== DESCRIPTION OF THE TASK ==
Take every line of the material below that includes the string "DOLORES" and copy it out.

_ _ _ _

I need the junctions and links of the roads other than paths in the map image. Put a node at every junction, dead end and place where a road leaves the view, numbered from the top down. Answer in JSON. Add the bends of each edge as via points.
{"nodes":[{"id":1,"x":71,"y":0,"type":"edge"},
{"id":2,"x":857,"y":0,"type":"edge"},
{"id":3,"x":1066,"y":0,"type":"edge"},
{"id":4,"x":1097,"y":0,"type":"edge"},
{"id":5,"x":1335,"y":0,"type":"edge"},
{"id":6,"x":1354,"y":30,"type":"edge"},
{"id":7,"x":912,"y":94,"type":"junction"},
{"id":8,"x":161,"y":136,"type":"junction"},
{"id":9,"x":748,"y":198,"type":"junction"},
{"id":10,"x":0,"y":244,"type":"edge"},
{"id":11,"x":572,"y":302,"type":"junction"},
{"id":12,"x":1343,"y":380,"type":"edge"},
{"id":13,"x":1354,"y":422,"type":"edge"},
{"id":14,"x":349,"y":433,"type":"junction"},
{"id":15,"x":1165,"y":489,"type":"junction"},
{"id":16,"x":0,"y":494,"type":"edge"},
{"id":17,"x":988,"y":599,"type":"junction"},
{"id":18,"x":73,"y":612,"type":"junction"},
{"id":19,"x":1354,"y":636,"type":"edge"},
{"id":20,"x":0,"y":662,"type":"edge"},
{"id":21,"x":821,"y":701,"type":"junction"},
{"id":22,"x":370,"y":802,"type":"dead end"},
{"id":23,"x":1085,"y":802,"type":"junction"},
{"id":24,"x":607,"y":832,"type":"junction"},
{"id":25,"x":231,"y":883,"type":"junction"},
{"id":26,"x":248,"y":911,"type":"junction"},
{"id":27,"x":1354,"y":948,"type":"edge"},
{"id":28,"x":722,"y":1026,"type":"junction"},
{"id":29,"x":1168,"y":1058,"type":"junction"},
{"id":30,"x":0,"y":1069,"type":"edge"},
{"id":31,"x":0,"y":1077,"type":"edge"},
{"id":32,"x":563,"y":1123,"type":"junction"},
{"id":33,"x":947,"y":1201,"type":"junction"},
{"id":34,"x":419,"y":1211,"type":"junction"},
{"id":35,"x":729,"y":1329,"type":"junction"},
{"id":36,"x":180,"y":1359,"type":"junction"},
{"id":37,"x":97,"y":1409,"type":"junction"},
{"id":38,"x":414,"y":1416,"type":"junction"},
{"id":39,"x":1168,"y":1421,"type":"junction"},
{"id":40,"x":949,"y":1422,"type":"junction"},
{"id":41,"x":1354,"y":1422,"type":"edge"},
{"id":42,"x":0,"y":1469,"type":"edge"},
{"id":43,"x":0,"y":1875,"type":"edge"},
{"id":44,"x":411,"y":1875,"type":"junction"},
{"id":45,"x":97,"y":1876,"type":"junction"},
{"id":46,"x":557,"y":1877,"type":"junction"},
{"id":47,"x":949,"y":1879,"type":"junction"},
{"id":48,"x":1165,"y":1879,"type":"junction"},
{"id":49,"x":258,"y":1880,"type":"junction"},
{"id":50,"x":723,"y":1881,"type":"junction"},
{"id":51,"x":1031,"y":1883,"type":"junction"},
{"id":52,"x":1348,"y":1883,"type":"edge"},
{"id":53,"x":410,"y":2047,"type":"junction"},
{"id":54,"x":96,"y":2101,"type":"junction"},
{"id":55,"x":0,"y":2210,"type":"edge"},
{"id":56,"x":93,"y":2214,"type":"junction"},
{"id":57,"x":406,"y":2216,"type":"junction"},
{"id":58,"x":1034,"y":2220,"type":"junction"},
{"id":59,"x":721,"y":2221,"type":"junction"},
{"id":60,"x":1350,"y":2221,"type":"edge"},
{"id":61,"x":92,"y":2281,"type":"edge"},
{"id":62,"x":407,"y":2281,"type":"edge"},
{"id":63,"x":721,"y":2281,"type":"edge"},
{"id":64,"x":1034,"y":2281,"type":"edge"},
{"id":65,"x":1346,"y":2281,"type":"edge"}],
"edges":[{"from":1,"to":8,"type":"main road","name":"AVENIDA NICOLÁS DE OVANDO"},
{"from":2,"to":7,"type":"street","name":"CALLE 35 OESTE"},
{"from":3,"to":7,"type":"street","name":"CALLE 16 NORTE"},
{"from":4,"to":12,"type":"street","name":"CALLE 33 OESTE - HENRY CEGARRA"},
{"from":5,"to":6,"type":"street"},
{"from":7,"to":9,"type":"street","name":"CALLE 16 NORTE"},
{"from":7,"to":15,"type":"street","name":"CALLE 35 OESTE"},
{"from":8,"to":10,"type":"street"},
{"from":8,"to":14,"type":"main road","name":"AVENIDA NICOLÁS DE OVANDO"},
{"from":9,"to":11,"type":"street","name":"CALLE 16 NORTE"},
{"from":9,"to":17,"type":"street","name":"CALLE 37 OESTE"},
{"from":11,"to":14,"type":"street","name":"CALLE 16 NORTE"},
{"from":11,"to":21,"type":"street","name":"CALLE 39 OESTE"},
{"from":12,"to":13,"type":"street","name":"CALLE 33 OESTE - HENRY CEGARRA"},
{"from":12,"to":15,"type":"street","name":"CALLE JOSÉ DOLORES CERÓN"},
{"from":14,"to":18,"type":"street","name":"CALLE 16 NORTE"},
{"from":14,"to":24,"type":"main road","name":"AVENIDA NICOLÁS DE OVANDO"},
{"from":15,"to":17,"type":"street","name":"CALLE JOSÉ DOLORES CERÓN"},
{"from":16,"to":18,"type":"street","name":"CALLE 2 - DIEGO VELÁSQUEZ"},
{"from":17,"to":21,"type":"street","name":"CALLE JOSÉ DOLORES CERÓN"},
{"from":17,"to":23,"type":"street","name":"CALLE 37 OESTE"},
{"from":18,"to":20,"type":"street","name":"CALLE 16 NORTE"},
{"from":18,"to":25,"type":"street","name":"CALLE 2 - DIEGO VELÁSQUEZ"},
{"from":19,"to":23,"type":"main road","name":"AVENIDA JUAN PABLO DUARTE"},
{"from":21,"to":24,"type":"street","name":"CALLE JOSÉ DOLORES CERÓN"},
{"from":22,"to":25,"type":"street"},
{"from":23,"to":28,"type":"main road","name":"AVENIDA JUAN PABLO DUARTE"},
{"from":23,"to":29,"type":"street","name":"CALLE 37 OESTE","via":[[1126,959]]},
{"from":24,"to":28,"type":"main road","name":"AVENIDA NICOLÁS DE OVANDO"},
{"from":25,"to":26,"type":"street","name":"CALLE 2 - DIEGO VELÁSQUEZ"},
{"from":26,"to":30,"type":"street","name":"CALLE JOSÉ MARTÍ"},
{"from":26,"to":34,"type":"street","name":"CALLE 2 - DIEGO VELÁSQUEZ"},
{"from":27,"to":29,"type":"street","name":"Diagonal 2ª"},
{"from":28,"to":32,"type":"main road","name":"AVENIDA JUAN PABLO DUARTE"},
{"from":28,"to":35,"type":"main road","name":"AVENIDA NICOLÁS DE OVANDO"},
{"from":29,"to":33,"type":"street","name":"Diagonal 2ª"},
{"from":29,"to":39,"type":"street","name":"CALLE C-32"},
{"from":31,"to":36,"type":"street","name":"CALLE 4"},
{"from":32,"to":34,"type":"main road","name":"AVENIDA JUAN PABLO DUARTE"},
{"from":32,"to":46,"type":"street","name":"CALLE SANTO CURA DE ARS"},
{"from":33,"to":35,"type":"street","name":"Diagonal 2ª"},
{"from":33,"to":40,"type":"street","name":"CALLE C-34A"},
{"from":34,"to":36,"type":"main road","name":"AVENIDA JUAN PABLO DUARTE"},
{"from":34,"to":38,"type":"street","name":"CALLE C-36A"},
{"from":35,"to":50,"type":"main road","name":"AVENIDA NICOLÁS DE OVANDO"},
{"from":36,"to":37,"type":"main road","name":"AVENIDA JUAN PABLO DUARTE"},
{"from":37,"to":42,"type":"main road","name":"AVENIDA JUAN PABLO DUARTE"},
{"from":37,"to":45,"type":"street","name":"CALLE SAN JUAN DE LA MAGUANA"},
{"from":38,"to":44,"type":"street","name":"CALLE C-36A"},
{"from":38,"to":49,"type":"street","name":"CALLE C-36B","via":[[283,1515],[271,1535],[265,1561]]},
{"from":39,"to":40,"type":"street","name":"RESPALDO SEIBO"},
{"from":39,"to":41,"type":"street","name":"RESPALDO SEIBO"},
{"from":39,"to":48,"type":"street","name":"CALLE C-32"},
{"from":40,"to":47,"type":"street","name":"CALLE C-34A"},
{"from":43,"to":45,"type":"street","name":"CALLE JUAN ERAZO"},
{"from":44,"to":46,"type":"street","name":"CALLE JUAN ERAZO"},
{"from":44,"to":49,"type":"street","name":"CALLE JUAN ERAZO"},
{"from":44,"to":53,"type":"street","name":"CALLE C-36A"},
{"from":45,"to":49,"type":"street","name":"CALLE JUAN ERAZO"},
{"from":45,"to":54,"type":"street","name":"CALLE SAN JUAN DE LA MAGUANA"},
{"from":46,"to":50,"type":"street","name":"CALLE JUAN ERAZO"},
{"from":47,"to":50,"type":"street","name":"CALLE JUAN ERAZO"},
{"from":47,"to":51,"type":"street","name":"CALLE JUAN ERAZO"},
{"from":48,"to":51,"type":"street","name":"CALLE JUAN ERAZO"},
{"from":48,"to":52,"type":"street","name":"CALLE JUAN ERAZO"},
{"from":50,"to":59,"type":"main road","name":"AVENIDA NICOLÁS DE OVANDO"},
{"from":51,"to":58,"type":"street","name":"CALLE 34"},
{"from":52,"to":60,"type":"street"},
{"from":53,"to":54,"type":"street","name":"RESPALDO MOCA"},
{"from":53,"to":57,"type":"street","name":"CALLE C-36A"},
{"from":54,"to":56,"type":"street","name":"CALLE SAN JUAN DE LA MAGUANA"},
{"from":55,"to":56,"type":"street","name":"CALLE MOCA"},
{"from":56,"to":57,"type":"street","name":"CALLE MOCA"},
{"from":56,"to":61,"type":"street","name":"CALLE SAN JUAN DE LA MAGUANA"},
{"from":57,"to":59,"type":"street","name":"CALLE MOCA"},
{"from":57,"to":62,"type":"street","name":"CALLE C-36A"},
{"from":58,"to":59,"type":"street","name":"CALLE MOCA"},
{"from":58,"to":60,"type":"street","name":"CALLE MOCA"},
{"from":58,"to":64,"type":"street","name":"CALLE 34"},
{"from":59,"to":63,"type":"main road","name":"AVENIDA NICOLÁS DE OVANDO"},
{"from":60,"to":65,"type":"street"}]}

_ _ _ _

== ANSWER BOX ==
{"from":12,"to":15,"type":"street","name":"CALLE JOSÉ DOLORES CERÓN"},
{"from":15,"to":17,"type":"street","name":"CALLE JOSÉ DOLORES CERÓN"},
{"from":17,"to":21,"type":"street","name":"CALLE JOSÉ DOLORES CERÓN"},
{"from":21,"to":24,"type":"street","name":"CALLE JOSÉ DOLORES CERÓN"},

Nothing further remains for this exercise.